Mter petitioners and other antiabortion protesters threatened to picket and demonstrate around a Florida abortion clinic, a state court permanently enjoined petitioners from blocking or interfering with public access to the clinic, and from physically abusing persons entering or leaving it. Later, when respondent clinic operators sought to broaden the injunction, the court found that access to the clinic was still being impeded, that petitioners' activities were having deleterious physical effects on patients and discouraging some potential patients from entering the clinic, and that doctors and clinic workers were being subjected to protests at their homes. Accordingly, the court issued an amended injunction, which applies to petitioners and persons acting "in concert" with them, and which, inter alia, excludes demonstrators from a 36-foot buffer zone around the clinic entrances and driveway and the private property to the north and west of the clinic; restricts excessive noisemaking within the earshot of, and the use of "images observable" by, patients inside the clinic; prohibits protesters within a 300-foot zone around the clinic from approaching patients and potential patients who do not consent to talk; and creates a 300-foot buffer zone around the residences of clinic staff. In upholding the amended injunction against petitioners' claim that it violated their First Amendment right to freedom of speech, the Florida Supreme Court recognized that the forum at issue is a traditional public forum; refused to apply the heightened scrutiny dictated by Perry Ed. Assn. v. Perry Local Educators' Assn., 460 U. S. 37, 45, because the injunction's restrictions are content neutral; and concluded that the restrictions were narrowly tailored to serve a significant government interest and left open ample alternative channels of communication, see ibid.
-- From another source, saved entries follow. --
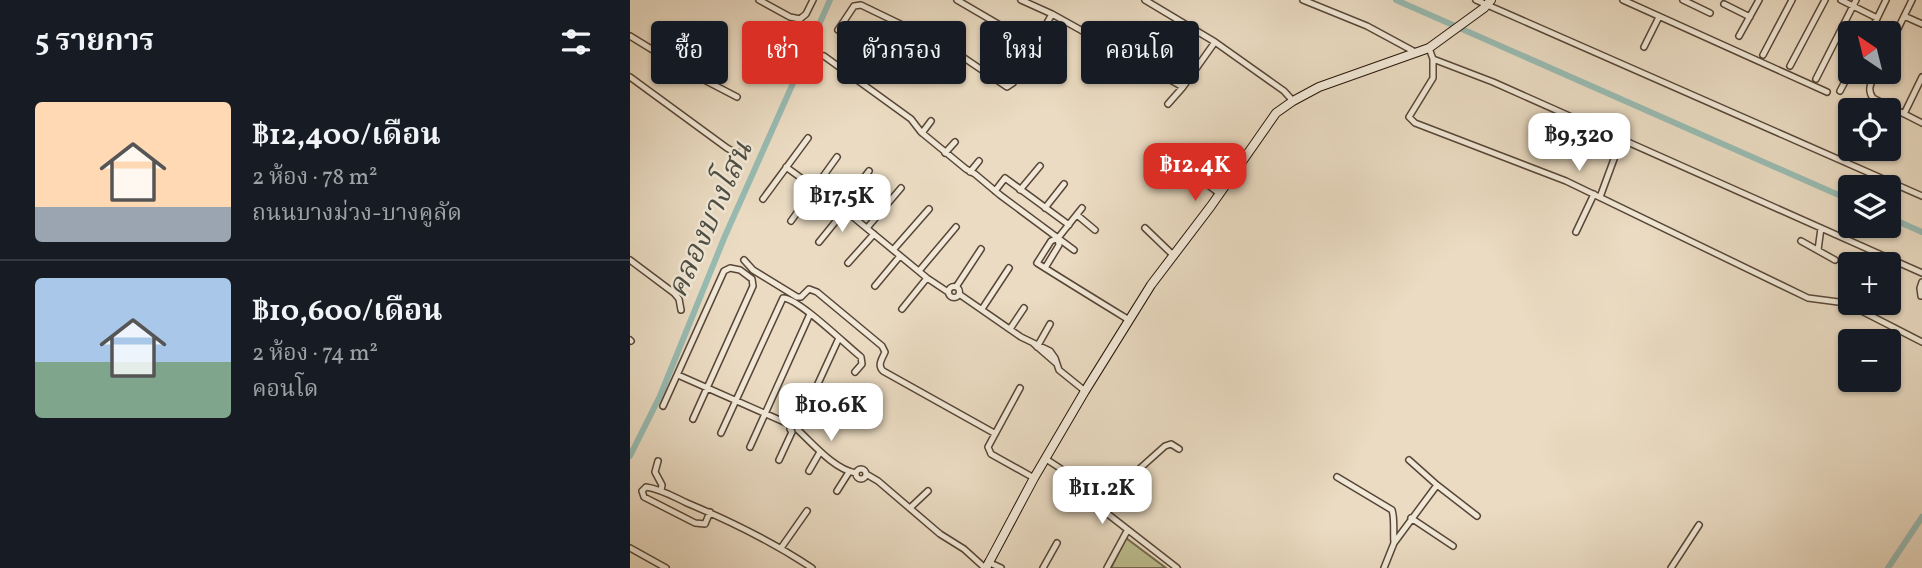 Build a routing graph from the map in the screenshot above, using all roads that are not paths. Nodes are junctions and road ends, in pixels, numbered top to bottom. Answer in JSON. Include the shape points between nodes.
{"nodes":[{"id":1,"x":759,"y":0,"type":"edge"},
{"id":2,"x":813,"y":0,"type":"edge"},
{"id":3,"x":957,"y":0,"type":"edge"},
{"id":4,"x":1021,"y":0,"type":"edge"},
{"id":5,"x":1145,"y":0,"type":"edge"},
{"id":6,"x":1303,"y":0,"type":"edge"},
{"id":7,"x":1476,"y":0,"type":"edge"},
{"id":8,"x":1623,"y":0,"type":"edge"},
{"id":9,"x":1683,"y":0,"type":"edge"},
{"id":10,"x":1759,"y":0,"type":"edge"},
{"id":11,"x":1792,"y":0,"type":"edge"},
{"id":12,"x":1825,"y":0,"type":"edge"},
{"id":13,"x":1841,"y":0,"type":"edge"},
{"id":14,"x":1886,"y":0,"type":"edge"},
{"id":15,"x":1912,"y":0,"type":"edge"},
{"id":16,"x":1854,"y":3,"type":"edge"},
{"id":17,"x":1487,"y":4,"type":"edge"},
{"id":18,"x":1724,"y":4,"type":"dead end"},
{"id":19,"x":1710,"y":13,"type":"dead end"},
{"id":20,"x":1052,"y":14,"type":"junction"},
{"id":21,"x":1904,"y":16,"type":"junction"},
{"id":22,"x":1659,"y":17,"type":"junction"},
{"id":23,"x":1750,"y":17,"type":"junction"},
{"id":24,"x":1877,"y":18,"type":"junction"},
{"id":25,"x":844,"y":21,"type":"edge"},
{"id":26,"x":894,"y":21,"type":"edge"},
{"id":27,"x":994,"y":21,"type":"edge"},
{"id":28,"x":1048,"y":21,"type":"edge"},
{"id":29,"x":1876,"y":21,"type":"edge"},
{"id":30,"x":1901,"y":22,"type":"edge"},
{"id":31,"x":1922,"y":24,"type":"edge"},
{"id":32,"x":630,"y":36,"type":"edge"},
{"id":33,"x":1739,"y":36,"type":"dead end"},
{"id":34,"x":1215,"y":42,"type":"junction"},
{"id":35,"x":1432,"y":46,"type":"junction"},
{"id":36,"x":1644,"y":47,"type":"dead end"},
{"id":37,"x":1418,"y":53,"type":"junction"},
{"id":38,"x":1763,"y":55,"type":"dead end"},
{"id":39,"x":824,"y":56,"type":"dead end"},
{"id":40,"x":1433,"y":59,"type":"junction"},
{"id":41,"x":1199,"y":65,"type":"edge"},
{"id":42,"x":1790,"y":66,"type":"dead end"},
{"id":43,"x":630,"y":77,"type":"edge"},
{"id":44,"x":1922,"y":77,"type":"edge"},
{"id":45,"x":1816,"y":79,"type":"dead end"},
{"id":46,"x":1185,"y":84,"type":"edge"},
{"id":47,"x":1844,"y":84,"type":"edge"},
{"id":48,"x":1871,"y":84,"type":"edge"},
{"id":49,"x":1183,"y":87,"type":"junction"},
{"id":50,"x":1840,"y":91,"type":"dead end"},
{"id":51,"x":1827,"y":92,"type":"dead end"},
{"id":52,"x":737,"y":97,"type":"dead end"},
{"id":53,"x":1293,"y":101,"type":"junction"},
{"id":54,"x":1168,"y":104,"type":"dead end"},
{"id":55,"x":1904,"y":114,"type":"junction"},
{"id":56,"x":931,"y":121,"type":"dead end"},
{"id":57,"x":1922,"y":123,"type":"edge"},
{"id":58,"x":922,"y":133,"type":"junction"},
{"id":59,"x":808,"y":138,"type":"dead end"},
{"id":60,"x":1621,"y":140,"type":"junction"},
{"id":61,"x":954,"y":142,"type":"dead end"},
{"id":62,"x":745,"y":151,"type":"dead end"},
{"id":63,"x":945,"y":153,"type":"junction"},
{"id":64,"x":837,"y":157,"type":"dead end"},
{"id":65,"x":979,"y":162,"type":"dead end"},
{"id":66,"x":1040,"y":166,"type":"dead end"},
{"id":67,"x":786,"y":167,"type":"junction"},
{"id":68,"x":869,"y":171,"type":"dead end"},
{"id":69,"x":1190,"y":171,"type":"dead end"},
{"id":70,"x":970,"y":172,"type":"junction"},
{"id":71,"x":1064,"y":184,"type":"dead end"},
{"id":72,"x":815,"y":188,"type":"junction"},
{"id":73,"x":901,"y":188,"type":"dead end"},
{"id":74,"x":1020,"y":190,"type":"junction"},
{"id":75,"x":995,"y":191,"type":"junction"},
{"id":76,"x":1220,"y":194,"type":"junction"},
{"id":77,"x":1597,"y":196,"type":"junction"},
{"id":78,"x":1922,"y":196,"type":"edge"},
{"id":79,"x":763,"y":199,"type":"dead end"},
{"id":80,"x":843,"y":208,"type":"junction"},
{"id":81,"x":1045,"y":208,"type":"junction"},
{"id":82,"x":1082,"y":208,"type":"dead end"},
{"id":83,"x":929,"y":209,"type":"dead end"},
{"id":84,"x":1077,"y":215,"type":"junction"},
{"id":85,"x":791,"y":221,"type":"dead end"},
{"id":86,"x":1069,"y":225,"type":"junction"},
{"id":87,"x":956,"y":227,"type":"dead end"},
{"id":88,"x":867,"y":228,"type":"junction"},
{"id":89,"x":1145,"y":228,"type":"dead end"},
{"id":90,"x":1821,"y":228,"type":"junction"},
{"id":91,"x":1095,"y":230,"type":"dead end"},
{"id":92,"x":1576,"y":232,"type":"dead end"},
{"id":93,"x":874,"y":234,"type":"junction"},
{"id":94,"x":1058,"y":239,"type":"junction"},
{"id":95,"x":1801,"y":241,"type":"dead end"},
{"id":96,"x":819,"y":242,"type":"dead end"},
{"id":97,"x":981,"y":249,"type":"dead end"},
{"id":98,"x":893,"y":250,"type":"junction"},
{"id":99,"x":1074,"y":250,"type":"dead end"},
{"id":100,"x":1818,"y":250,"type":"junction"},
{"id":101,"x":1173,"y":255,"type":"junction"},
{"id":102,"x":901,"y":256,"type":"junction"},
{"id":103,"x":630,"y":260,"type":"edge"},
{"id":104,"x":744,"y":260,"type":"dead end"},
{"id":105,"x":1835,"y":260,"type":"dead end"},
{"id":106,"x":848,"y":263,"type":"dead end"},
{"id":107,"x":1009,"y":268,"type":"dead end"},
{"id":108,"x":1045,"y":268,"type":"junction"},
{"id":109,"x":919,"y":271,"type":"junction"},
{"id":110,"x":1922,"y":273,"type":"edge"},
{"id":111,"x":927,"y":278,"type":"junction"},
{"id":112,"x":1922,"y":282,"type":"edge"},
{"id":113,"x":875,"y":286,"type":"dead end"},
{"id":114,"x":958,"y":290,"type":"junction"},
{"id":115,"x":948,"y":292,"type":"junction"},
{"id":116,"x":1921,"y":296,"type":"edge"},
{"id":117,"x":1024,"y":308,"type":"dead end"},
{"id":118,"x":902,"y":309,"type":"dead end"},
{"id":119,"x":982,"y":309,"type":"junction"},
{"id":120,"x":681,"y":310,"type":"dead end"},
{"id":121,"x":810,"y":314,"type":"junction"},
{"id":122,"x":1129,"y":320,"type":"junction"},
{"id":123,"x":1050,"y":324,"type":"dead end"},
{"id":124,"x":1010,"y":329,"type":"junction"},
{"id":125,"x":839,"y":338,"type":"junction"},
{"id":126,"x":1922,"y":342,"type":"edge"},
{"id":127,"x":1036,"y":345,"type":"junction"},
{"id":128,"x":855,"y":372,"type":"dead end"},
{"id":129,"x":678,"y":375,"type":"junction"},
{"id":130,"x":707,"y":388,"type":"junction"},
{"id":131,"x":1020,"y":388,"type":"dead end"},
{"id":132,"x":1085,"y":391,"type":"junction"},
{"id":133,"x":813,"y":393,"type":"junction"},
{"id":134,"x":736,"y":402,"type":"junction"},
{"id":135,"x":663,"y":407,"type":"dead end"},
{"id":136,"x":765,"y":414,"type":"junction"},
{"id":137,"x":838,"y":417,"type":"dead end"},
{"id":138,"x":692,"y":419,"type":"dead end"},
{"id":139,"x":795,"y":429,"type":"junction"},
{"id":140,"x":721,"y":433,"type":"dead end"},
{"id":141,"x":994,"y":433,"type":"junction"},
{"id":142,"x":750,"y":447,"type":"dead end"},
{"id":143,"x":1179,"y":449,"type":"dead end"},
{"id":144,"x":820,"y":452,"type":"junction"},
{"id":145,"x":1046,"y":459,"type":"junction"},
{"id":146,"x":779,"y":460,"type":"dead end"},
{"id":147,"x":1409,"y":460,"type":"dead end"},
{"id":148,"x":658,"y":461,"type":"dead end"},
{"id":149,"x":809,"y":471,"type":"dead end"},
{"id":150,"x":853,"y":473,"type":"junction"},
{"id":151,"x":1337,"y":477,"type":"dead end"},
{"id":152,"x":1034,"y":478,"type":"junction"},
{"id":153,"x":1437,"y":485,"type":"junction"},
{"id":154,"x":661,"y":491,"type":"junction"},
{"id":155,"x":837,"y":491,"type":"dead end"},
{"id":156,"x":928,"y":491,"type":"dead end"},
{"id":157,"x":1099,"y":505,"type":"junction"},
{"id":158,"x":910,"y":508,"type":"junction"},
{"id":159,"x":807,"y":511,"type":"dead end"},
{"id":160,"x":709,"y":512,"type":"junction"},
{"id":161,"x":1477,"y":516,"type":"dead end"},
{"id":162,"x":1411,"y":518,"type":"junction"},
{"id":163,"x":1699,"y":525,"type":"dead end"},
{"id":164,"x":1127,"y":531,"type":"junction"},
{"id":165,"x":1058,"y":543,"type":"dead end"},
{"id":166,"x":1394,"y":543,"type":"junction"},
{"id":167,"x":1454,"y":545,"type":"dead end"},
{"id":168,"x":630,"y":548,"type":"edge"},
{"id":169,"x":781,"y":548,"type":"junction"},
{"id":170,"x":986,"y":566,"type":"edge"},
{"id":171,"x":666,"y":568,"type":"edge"},
{"id":172,"x":812,"y":568,"type":"edge"},
{"id":173,"x":1001,"y":568,"type":"edge"},
{"id":174,"x":1043,"y":568,"type":"edge"},
{"id":175,"x":1107,"y":568,"type":"edge"},
{"id":176,"x":1177,"y":568,"type":"edge"},
{"id":177,"x":1384,"y":568,"type":"edge"},
{"id":178,"x":1671,"y":568,"type":"edge"}],
"edges":[{"from":1,"to":2,"type":"street","via":[[800,19]]},
{"from":3,"to":27,"type":"street"},
{"from":4,"to":20,"type":"street"},
{"from":5,"to":34,"type":"street"},
{"from":6,"to":37,"type":"street"},
{"from":7,"to":17,"type":"street"},
{"from":8,"to":22,"type":"street"},
{"from":9,"to":19,"type":"street"},
{"from":10,"to":23,"type":"street"},
{"from":11,"to":38,"type":"street"},
{"from":12,"to":42,"type":"street"},
{"from":13,"to":16,"type":"street"},
{"from":14,"to":24,"type":"street"},
{"from":15,"to":21,"type":"street"},
{"from":16,"to":24,"type":"street"},
{"from":16,"to":45,"type":"street"},
{"from":17,"to":35,"type":"street"},
{"from":17,"to":78,"type":"street"},
{"from":18,"to":23,"type":"street"},
{"from":20,"to":28,"type":"street"},
{"from":20,"to":49,"type":"street"},
{"from":21,"to":30,"type":"street"},
{"from":21,"to":31,"type":"street"},
{"from":22,"to":36,"type":"street"},
{"from":22,"to":51,"type":"street"},
{"from":23,"to":33,"type":"street"},
{"from":24,"to":29,"type":"street"},
{"from":25,"to":26,"type":"street","via":[[854,6],[861,5]]},
{"from":32,"to":52,"type":"street"},
{"from":34,"to":41,"type":"street"},
{"from":34,"to":53,"type":"street"},
{"from":35,"to":37,"type":"street"},
{"from":35,"to":40,"type":"street"},
{"from":37,"to":53,"type":"street","via":[[1319,87]]},
{"from":39,"to":58,"type":"street","via":[[911,119]]},
{"from":40,"to":60,"type":"street"},
{"from":40,"to":77,"type":"street","via":[[1433,78],[1410,120]]},
{"from":43,"to":62,"type":"street","via":[[727,148]]},
{"from":44,"to":55,"type":"street"},
{"from":46,"to":49,"type":"street"},
{"from":47,"to":50,"type":"street"},
{"from":48,"to":55,"type":"street","via":[[1873,98]]},
{"from":49,"to":54,"type":"street"},
{"from":53,"to":76,"type":"street","via":[[1276,113]]},
{"from":55,"to":57,"type":"street"},
{"from":56,"to":58,"type":"street"},
{"from":58,"to":63,"type":"street"},
{"from":59,"to":67,"type":"street"},
{"from":60,"to":77,"type":"street"},
{"from":60,"to":90,"type":"street"},
{"from":61,"to":63,"type":"street"},
{"from":63,"to":70,"type":"street"},
{"from":64,"to":72,"type":"street"},
{"from":65,"to":70,"type":"street"},
{"from":66,"to":74,"type":"street"},
{"from":67,"to":72,"type":"street"},
{"from":67,"to":79,"type":"street"},
{"from":68,"to":80,"type":"street"},
{"from":69,"to":76,"type":"street"},
{"from":70,"to":75,"type":"street"},
{"from":71,"to":81,"type":"street"},
{"from":72,"to":80,"type":"street"},
{"from":72,"to":85,"type":"street"},
{"from":73,"to":88,"type":"street"},
{"from":74,"to":75,"type":"street","via":[[1005,178]]},
{"from":74,"to":81,"type":"street"},
{"from":75,"to":94,"type":"street"},
{"from":76,"to":101,"type":"street"},
{"from":77,"to":92,"type":"street"},
{"from":77,"to":126,"type":"street","via":[[1808,298],[1846,303]]},
{"from":80,"to":88,"type":"street"},
{"from":80,"to":96,"type":"street"},
{"from":81,"to":86,"type":"street"},
{"from":82,"to":84,"type":"street"},
{"from":83,"to":98,"type":"street"},
{"from":84,"to":86,"type":"street"},
{"from":84,"to":91,"type":"street"},
{"from":86,"to":94,"type":"street"},
{"from":87,"to":109,"type":"street"},
{"from":88,"to":93,"type":"street"},
{"from":89,"to":101,"type":"street"},
{"from":90,"to":100,"type":"street"},
{"from":90,"to":110,"type":"street"},
{"from":93,"to":98,"type":"street"},
{"from":93,"to":106,"type":"street"},
{"from":94,"to":99,"type":"street"},
{"from":94,"to":108,"type":"street"},
{"from":94,"to":108,"type":"street","via":[[1051,241],[1037,263]]},
{"from":95,"to":100,"type":"street"},
{"from":97,"to":114,"type":"street"},
{"from":98,"to":102,"type":"street"},
{"from":100,"to":105,"type":"street"},
{"from":101,"to":122,"type":"street"},
{"from":102,"to":109,"type":"street"},
{"from":102,"to":113,"type":"street"},
{"from":103,"to":120,"type":"street","via":[[674,293]]},
{"from":104,"to":141,"type":"street","via":[[797,297],[809,289],[817,292],[882,346],[883,371]]},
{"from":107,"to":119,"type":"street"},
{"from":108,"to":122,"type":"street"},
{"from":109,"to":111,"type":"street"},
{"from":111,"to":115,"type":"street"},
{"from":111,"to":118,"type":"street"},
{"from":112,"to":116,"type":"street"},
{"from":114,"to":115,"type":"street","via":[[951,287]]},
{"from":114,"to":115,"type":"street","via":[[953,298]]},
{"from":114,"to":119,"type":"street"},
{"from":117,"to":124,"type":"street"},
{"from":119,"to":124,"type":"street"},
{"from":121,"to":125,"type":"street"},
{"from":121,"to":134,"type":"street","via":[[788,298],[781,299]]},
{"from":121,"to":136,"type":"street"},
{"from":122,"to":132,"type":"street"},
{"from":123,"to":127,"type":"street"},
{"from":124,"to":127,"type":"street"},
{"from":125,"to":128,"type":"street","via":[[862,359]]},
{"from":125,"to":133,"type":"street"},
{"from":127,"to":132,"type":"street","via":[[1050,351],[1063,374]]},
{"from":129,"to":130,"type":"street"},
{"from":129,"to":130,"type":"street","via":[[724,271],[740,270],[752,279],[752,286]]},
{"from":129,"to":135,"type":"street"},
{"from":130,"to":134,"type":"street"},
{"from":130,"to":138,"type":"street"},
{"from":131,"to":141,"type":"street"},
{"from":132,"to":145,"type":"street"},
{"from":133,"to":137,"type":"street"},
{"from":133,"to":139,"type":"street"},
{"from":134,"to":136,"type":"street"},
{"from":134,"to":140,"type":"street"},
{"from":136,"to":139,"type":"street"},
{"from":136,"to":142,"type":"street"},
{"from":139,"to":144,"type":"street"},
{"from":139,"to":146,"type":"street"},
{"from":141,"to":152,"type":"street","via":[[989,451]]},
{"from":143,"to":157,"type":"street","via":[[1166,446]]},
{"from":144,"to":149,"type":"street"},
{"from":144,"to":150,"type":"street"},
{"from":145,"to":152,"type":"street"},
{"from":145,"to":157,"type":"street","via":[[1078,480]]},
{"from":147,"to":153,"type":"street"},
{"from":148,"to":154,"type":"street","via":[[655,472]]},
{"from":150,"to":155,"type":"street"},
{"from":150,"to":158,"type":"street","via":[[862,480],[866,474],[878,481]]},
{"from":151,"to":166,"type":"street","via":[[1392,510]]},
{"from":152,"to":170,"type":"street"},
{"from":153,"to":161,"type":"street"},
{"from":153,"to":162,"type":"street"},
{"from":154,"to":160,"type":"street"},
{"from":154,"to":160,"type":"street","via":[[650,487],[642,491],[644,497],[695,523],[705,524]]},
{"from":156,"to":158,"type":"street"},
{"from":157,"to":164,"type":"street"},
{"from":158,"to":170,"type":"street"},
{"from":159,"to":169,"type":"street"},
{"from":160,"to":169,"type":"street"},
{"from":162,"to":166,"type":"street"},
{"from":162,"to":167,"type":"street"},
{"from":163,"to":178,"type":"street"},
{"from":164,"to":175,"type":"street"},
{"from":164,"to":176,"type":"street"},
{"from":165,"to":174,"type":"street"},
{"from":166,"to":177,"type":"street"},
{"from":168,"to":171,"type":"street"},
{"from":169,"to":172,"type":"street"},
{"from":170,"to":173,"type":"street"}]} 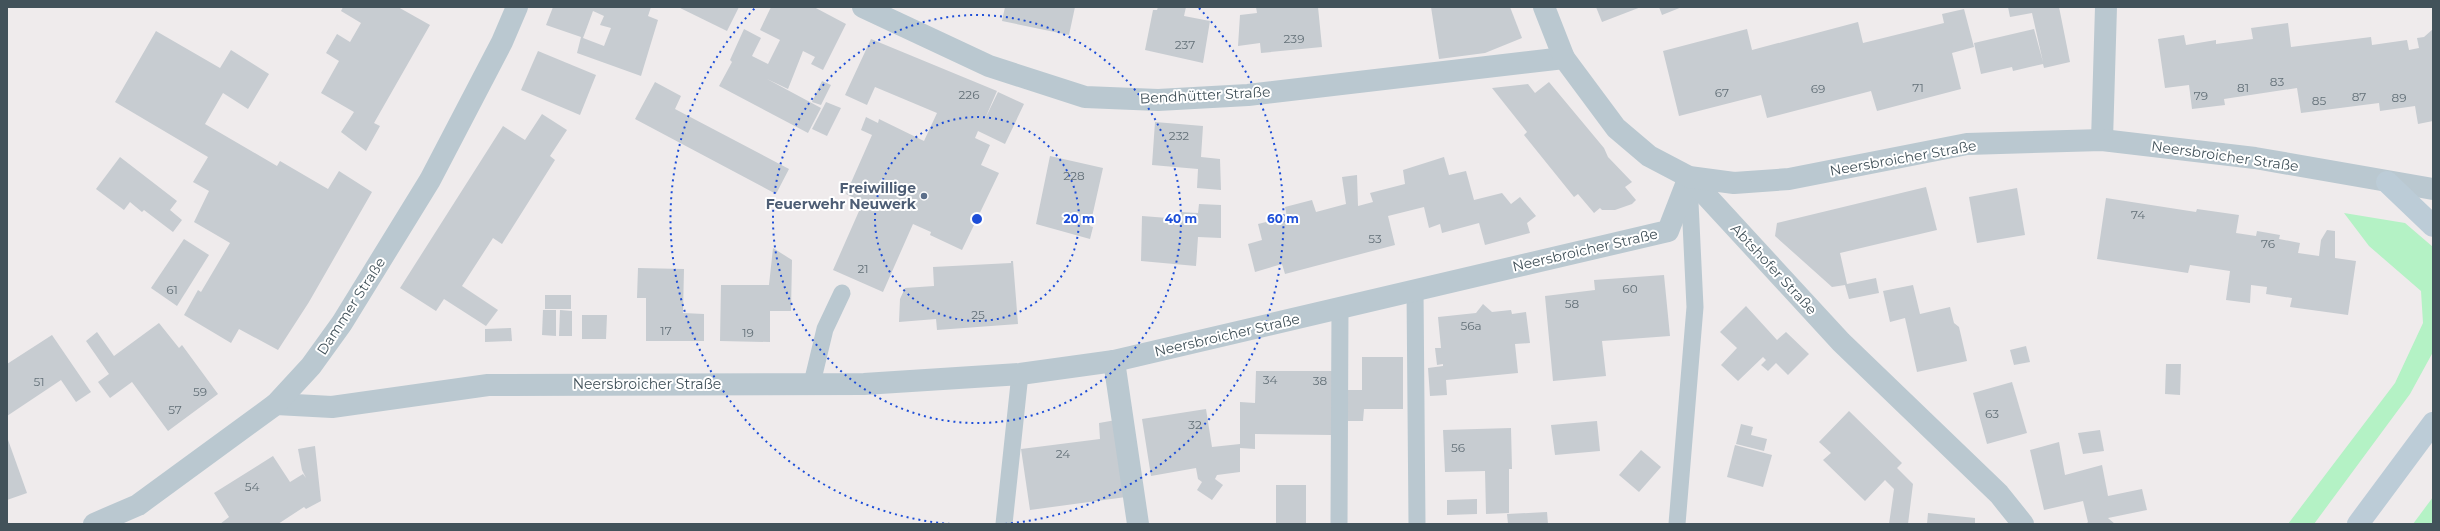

1. The injunction at issue is not subject to heightened scrutiny as content or viewpoint based simply because it restricts only the speech of antiabortion protesters. To accept petitioners' claim to the contrary would be to classify virtually every injunction as content based. An injunction, by its very nature, does not address the general public, but applies only to particular parties, regulating their activities, and perhaps their speech, because of their past actions in the context of a spe-


cific dispute. The fact that this injunction did not prohibit activities by persons demonstrating in favor of abortion is justly attributable to the lack of such demonstrations and of any consequent request for relief. Moreover, none of the restrictions at issue were directed at the content of petitioners' antiabortion message. The principal inquiry in determining content neutrality is whether the government has regulated speech without reference to its content. See, e. g., Ward v. Rock Against Racism, 491 U. S. 781, 791. The government's purpose is therefore the threshold consideration. Here, the injunction imposed incidental restrictions on petitioners' message because they repeatedly violated the original injunction. That the injunction covers people who all share the same viewpoint suggests only that those in the group whose conduct violated the court's order happen to share that viewpoint. Pp. 762-764.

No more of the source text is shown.